# Tilemahos Armed Eagle 23mm Thread



## Rob Fisher

Today DHL should deliver the next High End RTA in my eternal quest for the ultimate RTA! I chose the polished version and can't wait to see what the very latest offering from The Golden Greek offers!

Reactions: Winner 4


----------



## Rob Fisher

Finally my TAE arrived...





First thing first... take apart and clean in mild soapy water. 




The TAE is a little more involved than other RTA's and coiling and wicking is not that simple. The one page instruction manual isn't a lot of help and I had to go to the YouTube video to check I was doing things right... there are a couple of tips that Imeo Thanasis (the designer and maker and the one known as the Golden Greek) shows in the one hour video that you need to know. And watching the video is important to see all the positive things about the TAE. The no leaking and being able to rewick and recoil without emptying your tank or getting juice everywhere is a big plus.

And this tank is certainly a looker and really well engineered and finished off. 10/10 for quality.




The airflow is nice and quiet and that's a bonus when watching TV to I don't have my wife rolling her eyes and sighing every time I have a vape.

The flavour is excellent but I need some more time before I can give my final thoughts on it vs my other favourite RTA's.

I put in a Fused Clapton from @RiaanRed (2.5mm 2x28g Fused with 40ga) that came out at 0.6Ω and driving it at 28 watts as per normal.

One negative is that it's 23mm so it doesn't fit on any of my fancy high end mods so it will have to live on the VapeDroid or the SXMini MX.

But the bottom line is that after vaping on it for an hour or so it can be classified as a Chicken Dinner!

Reactions: Like 3 | Winner 4


----------



## Silver

Looks very nice @Rob Fisher !
Looking forward to hearomg more when youve spent more time with it

Reactions: Like 1 | Agree 1


----------



## Rob Fisher

Silver said:


> Looks very nice @Rob Fisher !
> Looking forward to hearing more when you've spent more time with it



Beautifully made... a bit too many parts and a finicky RTA... and the flavour that I'm after just isn't quite there... for some reason the menthol pops and the berries and litchi disappears into the background.
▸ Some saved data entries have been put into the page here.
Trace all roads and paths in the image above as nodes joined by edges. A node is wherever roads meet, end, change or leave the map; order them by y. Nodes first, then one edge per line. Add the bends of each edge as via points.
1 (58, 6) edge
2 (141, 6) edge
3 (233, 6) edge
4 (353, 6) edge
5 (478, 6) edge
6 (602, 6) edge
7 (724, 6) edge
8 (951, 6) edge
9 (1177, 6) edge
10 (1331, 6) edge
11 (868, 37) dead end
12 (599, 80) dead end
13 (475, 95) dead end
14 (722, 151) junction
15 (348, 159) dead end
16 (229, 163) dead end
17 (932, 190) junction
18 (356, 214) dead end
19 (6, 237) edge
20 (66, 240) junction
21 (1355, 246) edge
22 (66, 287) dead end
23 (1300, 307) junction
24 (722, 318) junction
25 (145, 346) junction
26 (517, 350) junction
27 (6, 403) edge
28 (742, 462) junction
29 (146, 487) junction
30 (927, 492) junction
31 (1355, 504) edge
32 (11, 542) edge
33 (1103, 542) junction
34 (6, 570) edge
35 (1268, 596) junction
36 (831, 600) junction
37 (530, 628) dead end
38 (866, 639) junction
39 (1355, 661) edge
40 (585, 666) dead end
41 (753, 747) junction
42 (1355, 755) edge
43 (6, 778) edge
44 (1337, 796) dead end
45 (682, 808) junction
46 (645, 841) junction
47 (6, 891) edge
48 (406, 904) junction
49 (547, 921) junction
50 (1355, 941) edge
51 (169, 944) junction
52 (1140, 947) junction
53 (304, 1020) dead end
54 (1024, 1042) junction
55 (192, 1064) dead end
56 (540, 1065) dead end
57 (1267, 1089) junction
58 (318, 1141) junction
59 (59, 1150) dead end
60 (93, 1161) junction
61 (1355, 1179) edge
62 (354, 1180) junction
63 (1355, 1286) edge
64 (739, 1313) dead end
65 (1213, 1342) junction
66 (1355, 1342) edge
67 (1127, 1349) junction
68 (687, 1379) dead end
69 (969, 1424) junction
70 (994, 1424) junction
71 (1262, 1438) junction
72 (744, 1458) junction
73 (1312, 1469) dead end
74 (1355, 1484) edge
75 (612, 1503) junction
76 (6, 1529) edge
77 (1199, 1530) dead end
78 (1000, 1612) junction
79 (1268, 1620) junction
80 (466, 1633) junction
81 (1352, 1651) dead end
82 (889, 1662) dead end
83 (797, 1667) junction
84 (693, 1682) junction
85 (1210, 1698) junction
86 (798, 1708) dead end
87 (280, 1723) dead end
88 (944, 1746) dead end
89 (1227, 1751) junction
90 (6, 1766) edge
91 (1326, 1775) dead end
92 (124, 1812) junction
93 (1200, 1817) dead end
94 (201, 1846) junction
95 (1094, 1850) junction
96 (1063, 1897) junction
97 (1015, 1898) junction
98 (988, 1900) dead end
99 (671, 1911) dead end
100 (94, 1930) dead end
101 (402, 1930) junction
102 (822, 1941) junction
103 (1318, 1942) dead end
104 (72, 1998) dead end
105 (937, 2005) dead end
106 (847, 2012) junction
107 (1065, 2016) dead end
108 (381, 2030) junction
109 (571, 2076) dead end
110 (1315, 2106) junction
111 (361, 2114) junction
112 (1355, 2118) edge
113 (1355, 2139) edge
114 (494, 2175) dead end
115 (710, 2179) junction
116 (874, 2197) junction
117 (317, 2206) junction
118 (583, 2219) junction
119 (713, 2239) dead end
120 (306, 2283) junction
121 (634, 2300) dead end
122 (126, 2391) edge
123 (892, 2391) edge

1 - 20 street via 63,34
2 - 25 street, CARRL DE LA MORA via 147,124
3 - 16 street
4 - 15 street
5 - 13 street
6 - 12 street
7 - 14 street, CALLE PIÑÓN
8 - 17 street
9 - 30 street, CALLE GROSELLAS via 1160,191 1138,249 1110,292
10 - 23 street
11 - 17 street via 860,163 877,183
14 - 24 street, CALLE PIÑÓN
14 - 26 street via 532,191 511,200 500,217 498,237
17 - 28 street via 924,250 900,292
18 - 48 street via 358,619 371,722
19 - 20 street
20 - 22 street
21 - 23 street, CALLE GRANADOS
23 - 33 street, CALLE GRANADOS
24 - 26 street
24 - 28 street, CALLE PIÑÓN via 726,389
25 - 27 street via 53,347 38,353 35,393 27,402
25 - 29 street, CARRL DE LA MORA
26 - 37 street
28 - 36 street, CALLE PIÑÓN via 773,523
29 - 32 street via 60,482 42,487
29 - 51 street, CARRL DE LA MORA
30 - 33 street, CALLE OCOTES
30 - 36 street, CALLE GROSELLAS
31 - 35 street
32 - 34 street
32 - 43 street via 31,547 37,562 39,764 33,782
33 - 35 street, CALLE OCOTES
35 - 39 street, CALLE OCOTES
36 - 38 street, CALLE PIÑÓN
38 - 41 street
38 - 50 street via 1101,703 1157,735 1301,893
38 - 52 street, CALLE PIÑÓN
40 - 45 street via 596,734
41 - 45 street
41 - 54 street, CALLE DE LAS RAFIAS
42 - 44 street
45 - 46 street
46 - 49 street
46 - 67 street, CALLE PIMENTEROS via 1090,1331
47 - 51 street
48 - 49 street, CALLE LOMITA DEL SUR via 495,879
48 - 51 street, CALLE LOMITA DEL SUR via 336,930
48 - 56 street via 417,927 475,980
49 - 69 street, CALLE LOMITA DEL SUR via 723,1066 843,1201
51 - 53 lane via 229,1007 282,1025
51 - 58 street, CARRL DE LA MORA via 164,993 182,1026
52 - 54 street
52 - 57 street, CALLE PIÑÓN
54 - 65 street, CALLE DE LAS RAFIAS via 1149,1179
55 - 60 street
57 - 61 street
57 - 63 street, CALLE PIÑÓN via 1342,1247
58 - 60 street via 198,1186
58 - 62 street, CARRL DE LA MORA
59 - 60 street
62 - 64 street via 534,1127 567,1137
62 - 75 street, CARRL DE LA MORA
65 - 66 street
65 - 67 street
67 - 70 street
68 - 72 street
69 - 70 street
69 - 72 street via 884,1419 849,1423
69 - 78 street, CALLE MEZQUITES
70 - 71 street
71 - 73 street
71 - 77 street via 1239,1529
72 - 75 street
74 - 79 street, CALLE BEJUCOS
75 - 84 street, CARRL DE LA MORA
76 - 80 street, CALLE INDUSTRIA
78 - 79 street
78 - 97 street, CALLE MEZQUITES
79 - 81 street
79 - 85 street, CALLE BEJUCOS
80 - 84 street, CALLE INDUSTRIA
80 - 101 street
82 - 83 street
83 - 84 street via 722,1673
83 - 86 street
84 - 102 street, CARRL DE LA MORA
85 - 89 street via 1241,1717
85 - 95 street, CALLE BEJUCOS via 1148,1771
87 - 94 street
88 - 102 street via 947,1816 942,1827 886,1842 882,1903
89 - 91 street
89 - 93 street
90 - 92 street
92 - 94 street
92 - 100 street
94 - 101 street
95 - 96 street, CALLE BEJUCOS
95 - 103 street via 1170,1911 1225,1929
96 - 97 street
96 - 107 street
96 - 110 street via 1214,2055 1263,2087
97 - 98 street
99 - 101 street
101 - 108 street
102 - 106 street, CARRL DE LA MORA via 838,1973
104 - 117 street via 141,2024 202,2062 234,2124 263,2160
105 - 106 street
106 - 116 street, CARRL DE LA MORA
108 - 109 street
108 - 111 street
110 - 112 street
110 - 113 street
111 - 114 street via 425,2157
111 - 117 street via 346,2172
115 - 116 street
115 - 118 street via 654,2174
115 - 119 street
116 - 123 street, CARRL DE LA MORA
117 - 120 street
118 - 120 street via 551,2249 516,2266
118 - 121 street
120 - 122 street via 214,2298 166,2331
All in all pretty disappointing I have to say!

Reactions: Like 1 | Informative 1


----------



## Silver

Rob Fisher said:


> Beautifully made... a bit too many parts and a finicky RTA... and the flavour that I'm after just isn't quite there... for some reason the menthol pops and the berries and litchi disappears into the background. All in all pretty disappointing I have to say!
> View attachment 126283



Sorry @Rob Fisher , but thanks for the headsup
Champion feedback 
I have said it to you before and will say it again. You are an expert at checking out these RTAs for fruity menthols. I would imagine no one else has tried so many good and high end RTAs with the same juice!

Reactions: Like 1 | Thanks 1


----------



## Rob Fisher

Silver said:


> Sorry @Rob Fisher , but thanks for the headsup
> Champion feedback
> I have said it to you before and will say it again. You are an expert at checking out these RTAs for fruity menthols. I would imagine no one else has tried so many good and high end RTAs with the same juice!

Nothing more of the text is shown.